アン:これは「おざなり」しか聞いたことがないよ。「なおざり」もあるの?

宮本:はい。2つとも言葉としては正しいのです。ただし、意味が違います。ともに「いい加減な対応である」ということは同じですが、「おざなり」は「それをやってはいるけれどもいい加減」、「なおざり」は「そもそもやっていない」という意味です。

「おざなり」の語源は「御座の形(なり)」。宴会の席などで、形だけ取り繕った言動を指したものとされています。一方、「なおざり」の語源は、「なほ(直・猶)+さり(去)」。「なほ」は「そのまま」、「去り」は「遠ざける」。それで「何もせずに放っておく」という意味です。

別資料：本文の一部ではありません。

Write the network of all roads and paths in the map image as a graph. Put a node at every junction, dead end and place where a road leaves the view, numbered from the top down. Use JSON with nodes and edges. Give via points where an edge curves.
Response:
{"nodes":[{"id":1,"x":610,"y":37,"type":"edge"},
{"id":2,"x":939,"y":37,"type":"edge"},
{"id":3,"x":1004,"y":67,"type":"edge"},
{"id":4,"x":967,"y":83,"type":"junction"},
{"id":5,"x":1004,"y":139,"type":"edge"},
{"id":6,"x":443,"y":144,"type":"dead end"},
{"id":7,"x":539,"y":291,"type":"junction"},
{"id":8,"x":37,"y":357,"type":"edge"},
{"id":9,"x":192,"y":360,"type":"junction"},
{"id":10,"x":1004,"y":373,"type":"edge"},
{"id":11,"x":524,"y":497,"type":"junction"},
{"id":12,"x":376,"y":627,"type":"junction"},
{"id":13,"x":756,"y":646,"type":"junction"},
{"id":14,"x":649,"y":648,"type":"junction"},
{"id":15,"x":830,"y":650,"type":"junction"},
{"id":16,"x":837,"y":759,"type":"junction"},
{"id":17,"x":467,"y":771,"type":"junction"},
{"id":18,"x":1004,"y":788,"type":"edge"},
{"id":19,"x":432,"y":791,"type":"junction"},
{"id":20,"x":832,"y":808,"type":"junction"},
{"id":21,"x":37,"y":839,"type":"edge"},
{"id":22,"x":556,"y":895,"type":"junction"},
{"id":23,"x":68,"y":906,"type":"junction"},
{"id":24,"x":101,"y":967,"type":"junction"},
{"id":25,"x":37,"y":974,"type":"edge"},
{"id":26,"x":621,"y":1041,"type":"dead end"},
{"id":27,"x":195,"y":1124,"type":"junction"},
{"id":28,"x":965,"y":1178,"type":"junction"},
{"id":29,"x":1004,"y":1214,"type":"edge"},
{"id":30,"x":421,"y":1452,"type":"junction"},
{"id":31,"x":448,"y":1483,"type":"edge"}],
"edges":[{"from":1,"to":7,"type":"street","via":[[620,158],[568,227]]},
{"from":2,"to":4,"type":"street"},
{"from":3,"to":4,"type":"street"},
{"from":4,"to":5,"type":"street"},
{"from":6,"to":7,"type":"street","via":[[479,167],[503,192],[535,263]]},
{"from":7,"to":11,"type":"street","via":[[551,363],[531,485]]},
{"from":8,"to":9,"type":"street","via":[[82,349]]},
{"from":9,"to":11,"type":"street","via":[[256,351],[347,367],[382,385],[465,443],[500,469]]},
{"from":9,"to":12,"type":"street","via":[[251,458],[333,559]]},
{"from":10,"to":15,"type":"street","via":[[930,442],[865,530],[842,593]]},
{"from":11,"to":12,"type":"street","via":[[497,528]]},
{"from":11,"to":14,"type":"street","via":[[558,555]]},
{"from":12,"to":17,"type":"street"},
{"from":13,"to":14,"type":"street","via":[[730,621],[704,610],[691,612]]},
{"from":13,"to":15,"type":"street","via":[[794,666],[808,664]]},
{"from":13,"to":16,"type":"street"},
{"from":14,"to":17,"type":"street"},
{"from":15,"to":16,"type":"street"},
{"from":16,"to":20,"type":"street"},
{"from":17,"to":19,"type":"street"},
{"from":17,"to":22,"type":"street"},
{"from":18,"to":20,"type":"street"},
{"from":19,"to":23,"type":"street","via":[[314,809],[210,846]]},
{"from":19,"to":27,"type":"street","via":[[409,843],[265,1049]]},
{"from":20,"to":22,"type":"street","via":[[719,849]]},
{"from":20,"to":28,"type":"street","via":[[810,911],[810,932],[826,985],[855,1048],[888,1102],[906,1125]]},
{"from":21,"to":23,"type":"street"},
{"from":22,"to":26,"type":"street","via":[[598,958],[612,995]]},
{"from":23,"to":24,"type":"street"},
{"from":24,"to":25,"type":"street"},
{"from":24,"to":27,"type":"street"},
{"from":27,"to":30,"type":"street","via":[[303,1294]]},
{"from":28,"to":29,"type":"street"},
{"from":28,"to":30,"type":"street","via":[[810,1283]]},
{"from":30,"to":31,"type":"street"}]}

アン:正しい日本語を使うには、本来の意味を知る、探究する姿勢が大切だってわかったよ。アンちゃんは日本語をおざなりにはしないよ!

「上には上がいる」は間違い?

宮本:いえいえ、アンちゃんほどの情熱で日本語を勉強しようという人を私はほかに知りません。頭が下がる思いですよ。

アン:そんなことはない! きっと上には上がいるから、もっと勉強したい!

宮本:おっと! アンちゃん、今言った「上には上がいる」は、残念ながら正しくありません。正しくは、上には上が「ある」。これは、さらに優れたものが必ずあるという意味で己をいましめるときに使う言葉ですが、人ではなく物に使われます。ですから、人に対しては使いません。「上がいる」は間違いなのです。

「1人で爆笑」って間違ってる!? (イラスト:なとみみわ)

アン:日本語を勉強していた当時に教科書で習った日本語と、いま実際に使われている日本語が違うものが結構あって、混乱する。例えば、笑い方も、アンちゃんが習ったものと違うんだ。